But Sir Kenneth Branagh has told The Sunday Post that one of his toughest-ever roles was playing someone showing the early symptoms of Alzheimer’s.
The 55-year-old had to become familiar with the condition ahead of filming the final series of Wallander, in which the Swedish detective is diagnosed with the condition.
“A lot of my research into the role came from just speaking to friends and family,” said Branagh. “I’ve seen friends of friends in the early stages.
“The beginning of it is often very subtle, and that’s what we try to convey in the series, that sometimes the identification of Alzheimer’s is in itself a detective story.
“There are moments when the forgetfulness that we all suffer from, ‘where have I put my keys?’ becomes ‘I’ve been in the front hall for 10 minutes not even knowing why I’m in the front hall.’
“Then somebody says ‘did you forget your keys?’ and the person who is coming back into consciousness realises that’s what they were looking for and, weirdly, a brain that has slowed down is now racing as it instinctively chooses to cover up and make excuses for its actions.
“And there’s that sensitive, eggshell-walking atmosphere that surrounds that behaviour because it’s not easy for someone to say ‘you’ve got dementia’.”
The Belfast-born actor was speaking in the same week that researchers at Glasgow University announced a major breakthrough in the treatment of Alzheimer’s.
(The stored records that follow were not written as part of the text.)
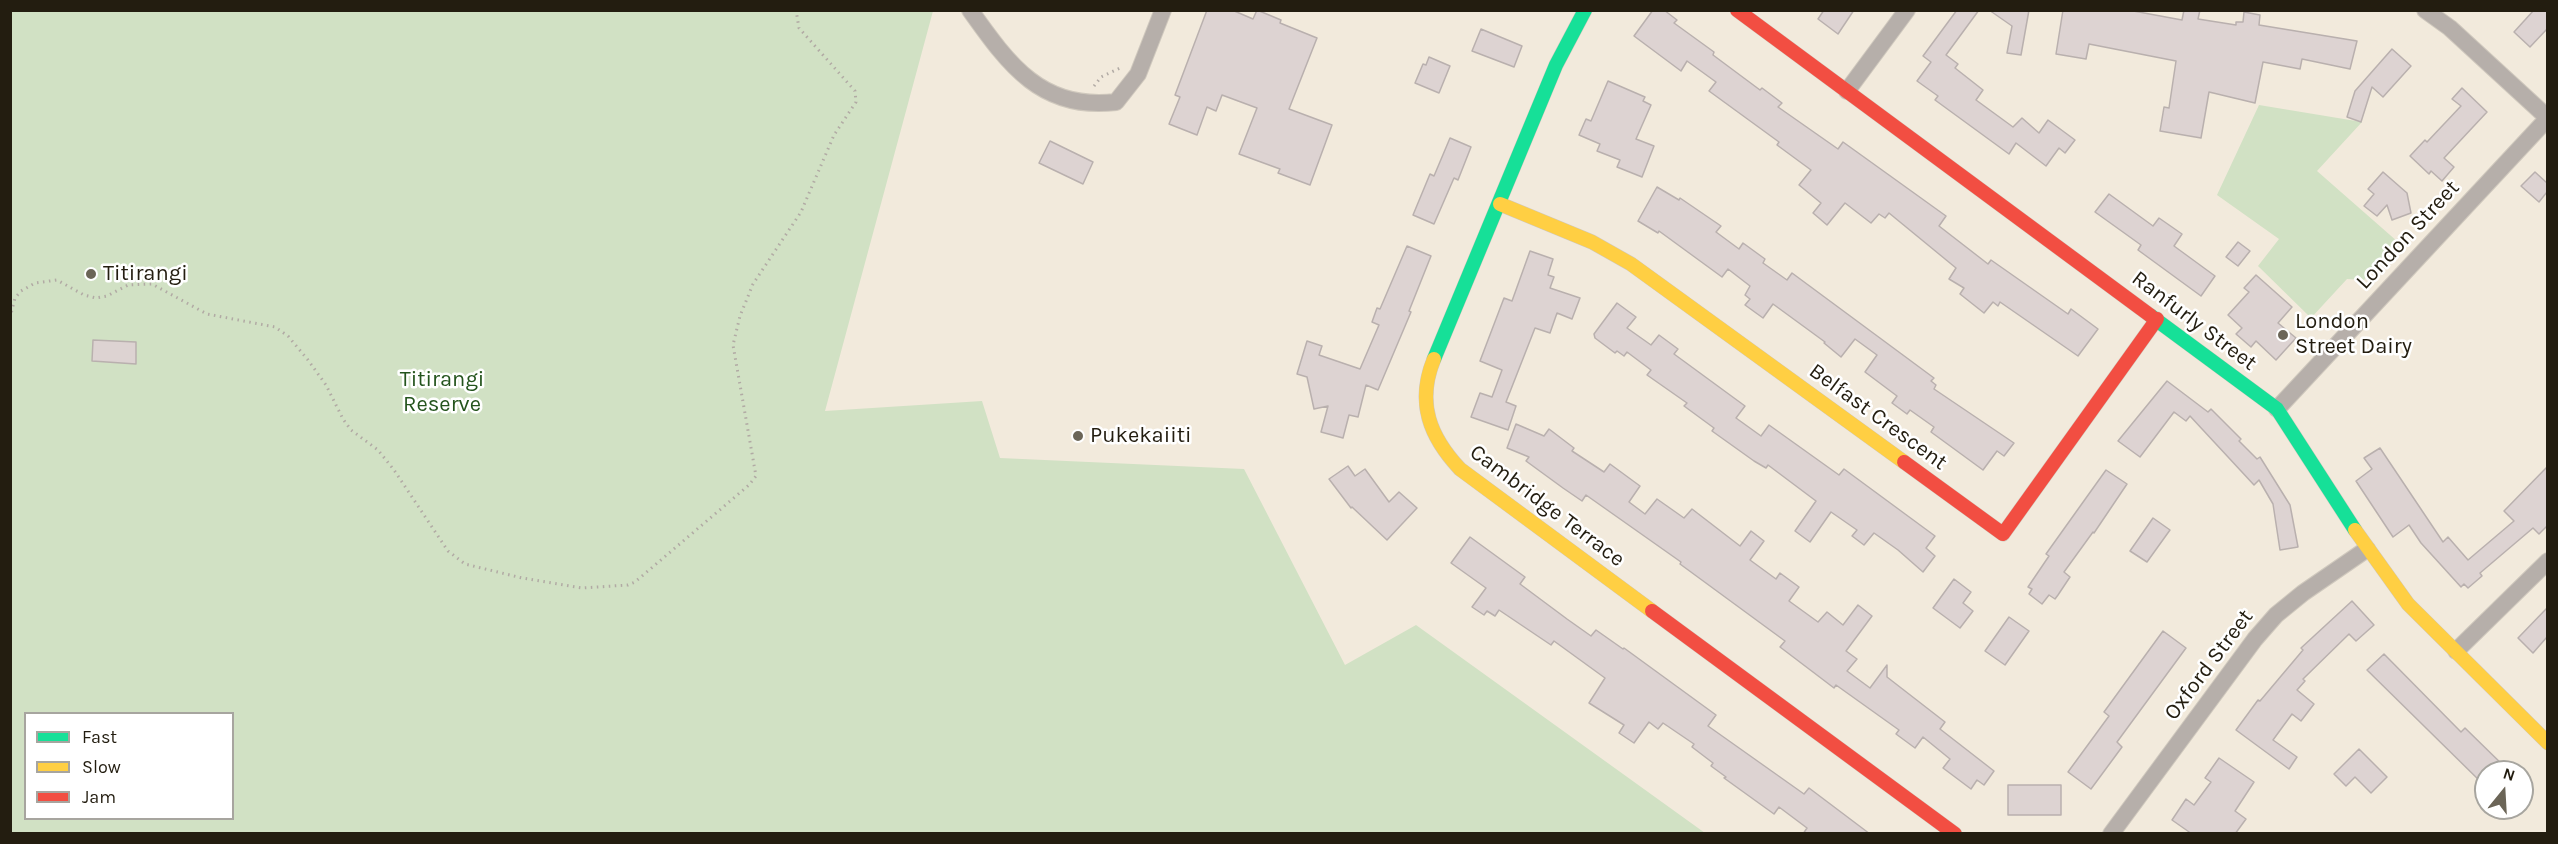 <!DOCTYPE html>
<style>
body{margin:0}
#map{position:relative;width:2558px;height:844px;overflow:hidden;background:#f2eadc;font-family:Karla,sans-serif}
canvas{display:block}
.frame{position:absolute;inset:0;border:12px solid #231d10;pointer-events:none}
.legend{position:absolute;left:24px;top:712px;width:210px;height:108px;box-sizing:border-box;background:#fff;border:2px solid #a7a59f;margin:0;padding:8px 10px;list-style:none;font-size:18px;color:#231d10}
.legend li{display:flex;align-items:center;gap:12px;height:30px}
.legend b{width:30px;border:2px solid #a7a59f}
.north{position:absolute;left:2474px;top:760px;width:60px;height:60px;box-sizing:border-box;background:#fff;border:2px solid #a7a59f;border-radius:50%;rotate:18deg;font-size:16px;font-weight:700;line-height:24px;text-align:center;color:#231d10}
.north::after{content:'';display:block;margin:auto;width:21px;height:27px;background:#6b6557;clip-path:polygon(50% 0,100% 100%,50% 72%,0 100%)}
</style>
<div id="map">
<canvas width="2558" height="844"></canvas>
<div class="frame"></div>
<ul class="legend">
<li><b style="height:8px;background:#16e098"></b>Fast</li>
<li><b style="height:8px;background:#ffcf43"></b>Slow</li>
<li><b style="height:8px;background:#f24e42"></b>Jam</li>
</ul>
<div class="north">N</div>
</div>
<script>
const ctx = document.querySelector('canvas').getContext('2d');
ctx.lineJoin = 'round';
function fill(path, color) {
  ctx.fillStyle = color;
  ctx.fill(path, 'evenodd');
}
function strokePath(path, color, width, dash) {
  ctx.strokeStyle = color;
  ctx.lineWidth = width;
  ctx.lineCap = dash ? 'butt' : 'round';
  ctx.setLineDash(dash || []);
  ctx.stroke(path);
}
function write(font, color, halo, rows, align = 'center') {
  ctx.font = font + ' Karla,sans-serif';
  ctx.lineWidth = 5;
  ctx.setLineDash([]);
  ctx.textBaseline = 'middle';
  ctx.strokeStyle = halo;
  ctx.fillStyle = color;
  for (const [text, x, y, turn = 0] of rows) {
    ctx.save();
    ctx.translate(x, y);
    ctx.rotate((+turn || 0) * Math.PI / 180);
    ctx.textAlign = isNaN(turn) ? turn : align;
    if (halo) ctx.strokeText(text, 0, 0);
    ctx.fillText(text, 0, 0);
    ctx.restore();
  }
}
const green = new Path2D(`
 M10,11H933L825,411L982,401L1000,458L1244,469L1345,665L1416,625L1705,833H11ZM26,714H232V818H26Z
 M2259,105L2362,122L2317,171L2398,242L2364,280L2347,279L2311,318L2258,266L2279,239L2217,195Z`);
const building = new Path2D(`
 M1207,10H1232L1253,19L1257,10L1281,20L1280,23L1317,38L1289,109L1332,125L1310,185L1278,173L1280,169L1239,154L1257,108L1222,95L1216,111L1207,107L1197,135L1169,124L1180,97L1175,95Z
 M1653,10H1664L1677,20L1674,23L1714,52L1713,55L1760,90L1762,88L1782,103L1778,107L1838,149L1843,142L1946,216L1939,226L1988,264L1991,260L2068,314L2071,309L2098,329L2078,356L2000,302L1998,306L1993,302L1984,313L1960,294L1964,288L1949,279L1956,268L1889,213L1885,218L1879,214L1871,223L1845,203L1827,225L1813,213L1821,203L1799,185L1811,170L1777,145L1779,142L1709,91L1716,82L1687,61L1681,71L1634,36Z
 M1824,10H1854L1838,34L1818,19Z
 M1957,10H1979L1946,55L1958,64L1955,68L1983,90L1976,100L2013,127L2022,118L2039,133L2048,120L2075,140L2065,153L2059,148L2046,166L2016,143L2009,154L1935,100L1938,96L1917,81L1931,62L1923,56Z
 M1989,10H2029L2021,55L2007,53L2012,26Z
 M2063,10H2128L2182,20L2184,10H2200L2198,19L2236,25V22H2243L2244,12L2260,15L2259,25L2357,41L2350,69L2302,59L2300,69L2263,62L2255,103L2209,92L2201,138L2160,131L2164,107L2169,108L2176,61L2089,44L2086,59L2056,54Z
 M2534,10H2547V29L2530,47L2514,32Z
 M1481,29L1522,46L1514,67L1472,51Z
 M2392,49L2411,66L2383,97L2372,87L2361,122L2347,117L2355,91Z
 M1429,57L1450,66L1439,93L1415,83L1423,64L1426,65Z
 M1608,81L1645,97L1643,101L1651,105L1636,139L1654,146L1642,177L1617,167L1620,160L1597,151L1600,144L1579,135L1586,119L1591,121Z
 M2462,88L2487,112L2444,158L2454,167L2442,181L2431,171L2429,174L2410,156L2425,140L2427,142L2461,106L2452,99Z
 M1450,138L1471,147L1458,180L1454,178L1434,224L1413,215L1430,174L1434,176Z
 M1050,141L1093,162L1083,184L1039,163Z
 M2383,172L2407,193L2411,213L2392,220L2387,205L2377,216L2364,206L2374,194L2368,189Z
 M2535,172L2547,183V192L2539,202L2521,186Z
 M1657,187L1679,200L1680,198L1721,226L1716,232L1739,249L1743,243L1765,259L1763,263L1787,280L1792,273L1934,378L1931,381L1936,385L1934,389L2014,443L2004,456L1997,451L1983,470L1931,432L1934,427L1910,410L1907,414L1892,403L1897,396L1865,372L1877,355L1855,339L1841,357L1824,343L1825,342L1773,304L1763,318L1745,305L1750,299L1745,295L1750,286L1728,269L1722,277L1659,231L1658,233L1638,221Z
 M2109,194L2153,226L2159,218L2182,234L2174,246L2215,276L2201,296L2138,250L2141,245L2095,212Z
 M2238,242L2250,251L2238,266L2226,257Z
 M1407,246L1431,256L1409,311L1411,312L1378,390L1366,385L1358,417L1349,415L1343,438L1321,432L1328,406L1314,409L1307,377L1297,374L1307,341L1322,346L1319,355L1360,369L1379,325L1372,322L1377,308L1380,309Z
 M1530,251L1553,259L1548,275L1554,277L1550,288L1580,298L1572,319L1557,313L1550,333L1535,328L1506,402L1516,406L1508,430L1471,417L1480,393L1492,397L1502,370L1480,361L1504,298L1512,301Z
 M2256,275L2292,307L2278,323L2296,338L2276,360L2256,341L2251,347L2236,334L2242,328L2228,315L2249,292L2244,288Z
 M1617,303L1636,317L1627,328L1651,345L1659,335L1678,349L1674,354L1745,406L1736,418L1761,436L1769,425L1839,475L1844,469L1935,536L1926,548L1935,556L1923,572L1898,550L1874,533L1864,545L1852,536L1857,530L1831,512L1810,542L1795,531L1816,501L1768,465L1766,468L1754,461L1712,431L1714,428L1684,406L1687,403L1647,375L1651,370L1627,352L1624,356L1617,351L1615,353L1595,338L1594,334Z
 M93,340L136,342V364L92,361Z
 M2167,381L2208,412L2211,409L2241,439L2239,441L2257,459L2260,457L2290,505L2298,547L2280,550L2273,504L2259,480L2254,485L2190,416L2186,421L2174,412L2140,457L2118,441Z
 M1516,424L1544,436L1549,429L1574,448L1572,451L1604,472L1610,464L1640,486L1629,502L1645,514L1657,499L1684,518L1692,509L1740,546L1751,531L1764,541L1750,560L1776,579L1780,573L1799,587L1789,601L1818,622L1827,612L1843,625L1858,605L1872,616L1846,651L1857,659L1847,671L1870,688L1887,665V677L1945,722L1940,729L1994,771L1984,785L1977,780L1971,789L1943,768L1950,759L1923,737L1915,748L1896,734L1899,730L1836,685L1834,688L1780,647L1785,641L1680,564L1681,562L1586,495L1582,501L1563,488L1526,461L1529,457L1507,448Z
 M2380,448L2443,542L2448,537L2468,560L2514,521L2504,511L2547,467V526L2539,534L2533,528L2480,573L2482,576L2468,588L2464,584L2461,587L2421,543L2409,525L2393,537L2356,481L2372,469L2364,458Z
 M1348,466L1355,476L1365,469L1389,502L1399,492L1417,508L1387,540L1352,507L1351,508L1329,479Z
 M2106,470L2127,484L2094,533L2093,532L2064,572L2070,577L2058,595L2055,599L2049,595L2042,604L2029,594L2032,589L2028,587L2049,556L2046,554Z
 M2153,518L2170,530L2147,562L2130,551Z
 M1470,537L1525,577L1520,584L1567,619L1591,636L1596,630L1623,649L1624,648L1716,715L1708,726L1804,794L1809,788L1870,834H1803L1807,828L1779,807L1774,814L1724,778L1726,777L1711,766L1713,763L1692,747L1694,744L1663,723L1658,729L1649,722L1634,743L1619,733L1624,725L1589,703L1605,678L1554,641L1551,645L1499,610L1495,616L1487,611L1484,615L1472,607L1486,588L1451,563Z
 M1954,579L1971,592L1963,603L1973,611L1960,628L1933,608Z
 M2352,601L2374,625L2356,641L2349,634L2303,679L2305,681L2297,690L2314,704L2301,721L2292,714L2273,740L2297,757L2289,769L2236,730L2258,700L2260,701L2303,650L2301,648Z
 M2547,608V637L2533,653L2518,638Z
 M2009,617L2029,631L2005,665L1985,651Z
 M2163,631L2186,648L2117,742L2122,747L2091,789L2068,772L2109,716L2104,712Z
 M2384,654L2461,732L2465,728L2510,772H2486V787L2367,670Z
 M2359,749L2387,777L2371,793L2355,777L2346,786L2334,774Z
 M2219,758L2254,782L2235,811L2246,819L2235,834H2192L2172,820L2186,799L2194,805L2211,782L2205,778Z
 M2008,785H2061V815H2008Z`);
const path = new Path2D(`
 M1094,86L1101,77L1120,68
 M10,318L15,298L21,291L35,283L57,280L84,295L96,298L107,296L128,285L152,284L207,314L275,327L288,336L308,360L326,385L343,419L351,430L378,450L394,470L448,551L465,564L522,578L582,588L628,585L635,582L749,485L756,476L733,345L740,316L753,284L801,212L834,135L856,102L855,91L799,28L796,10`);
const street = new Path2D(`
 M970,10C1009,65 1042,111 1116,102L1138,74L1163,10
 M1847,91L1907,10
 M2277,409L2548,118L2450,28L2425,10
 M2456,651L2548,561
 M2111,834L2255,639L2276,615L2303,593L2367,549`);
const fast = new Path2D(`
 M2151,316L2277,409L2355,530
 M1434,359L1556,65L1585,10`);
const slow = new Path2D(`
 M1500,204L1592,242L1631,264L1904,462
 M1434,359C1416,403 1430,437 1460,469L1652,611
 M2355,530L2408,604L2548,743`);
const jam = new Path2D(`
 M1737,10L2151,316
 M1904,462L2003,534L2157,319
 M1652,611L1955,834`);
const markers = [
 [91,274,6,"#6b6557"],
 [2283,335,6,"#6b6557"],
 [1078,436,6,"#6b6557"]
];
const streetNames = [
 ["London Street",2408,235,-47],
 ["Ranfurly Street",2194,321,37],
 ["Belfast Crescent",1878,417,36],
 ["Cambridge Terrace",1547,506,37],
 ["Oxford Street",2209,665,-53]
];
const poiNames = [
 ["Titirangi",103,274],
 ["London",2295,322],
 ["Street Dairy",2295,347],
 ["Pukekaiiti",1090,436]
];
const parkNames = [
 ["Titirangi",442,380],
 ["Reserve",442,405]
];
fill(green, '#d1e1c4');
fill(building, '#ddd3d2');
strokePath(building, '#b9b0ae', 1.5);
strokePath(street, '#cfc8bd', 18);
strokePath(fast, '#cfc8bd', 15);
strokePath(slow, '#cfc8bd', 15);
strokePath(jam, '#cfc8bd', 15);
strokePath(path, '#b1aaa4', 3, [1.5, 4.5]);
strokePath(street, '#b6afaa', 16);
strokePath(fast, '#16e098', 14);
strokePath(slow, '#ffcf43', 14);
strokePath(jam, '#f24e42', 14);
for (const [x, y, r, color] of markers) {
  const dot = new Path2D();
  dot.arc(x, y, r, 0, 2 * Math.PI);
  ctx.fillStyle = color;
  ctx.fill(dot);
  strokePath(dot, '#fff', 2);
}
write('22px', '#231d10', '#fff', streetNames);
write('22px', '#231d10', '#fff', poiNames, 'left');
write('22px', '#24541d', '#fff', parkNames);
</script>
Jabs of the IL-33 protein rapidly restored memory to mice whose brains had been ravaged by an Alzheimer’s-like illness.
The drug appeared to work by mobilising immune cells in the brain to remove protein fragment clumps called beta-amyloid plaques that are a hallmark of Alzheimer’s.
The Glasgow scientists now plan to conduct clinical trials on humans with the hope of similar results.
Alzheimer’s and other forms of dementia affect some 850,000 Britons.
“Of course, it’s often not them who is suffering, it’s their loved ones,” said Branagh, who flew his wife, set designer Lindsay Brunnock, out to Sweden during filming to help give him a sense of “normality” at the end of the working day.
“That moment when they ask, ‘Are you my daughter?’ It’s entirely pragmatic and necessary from the person suffering from dementia, it’s a genuine question.
“But it must be very distressing for the person being asked, to know that represents how far they’ve been away.”
Vivienne Francis, of the Alzheimer’s Society, said: “Honest and accurate portrayals of people with dementia in film and TV not only helps to improve people’s understanding of the condition, but also lets people with dementia see themselves represented in our culture.
“For Wallander to recognise the warning signs of Alzheimer’s that his father lived with is a situation that many people with dementia can relate to.
“Even as little as five years ago, I don’t think we would have seen this on our screens.”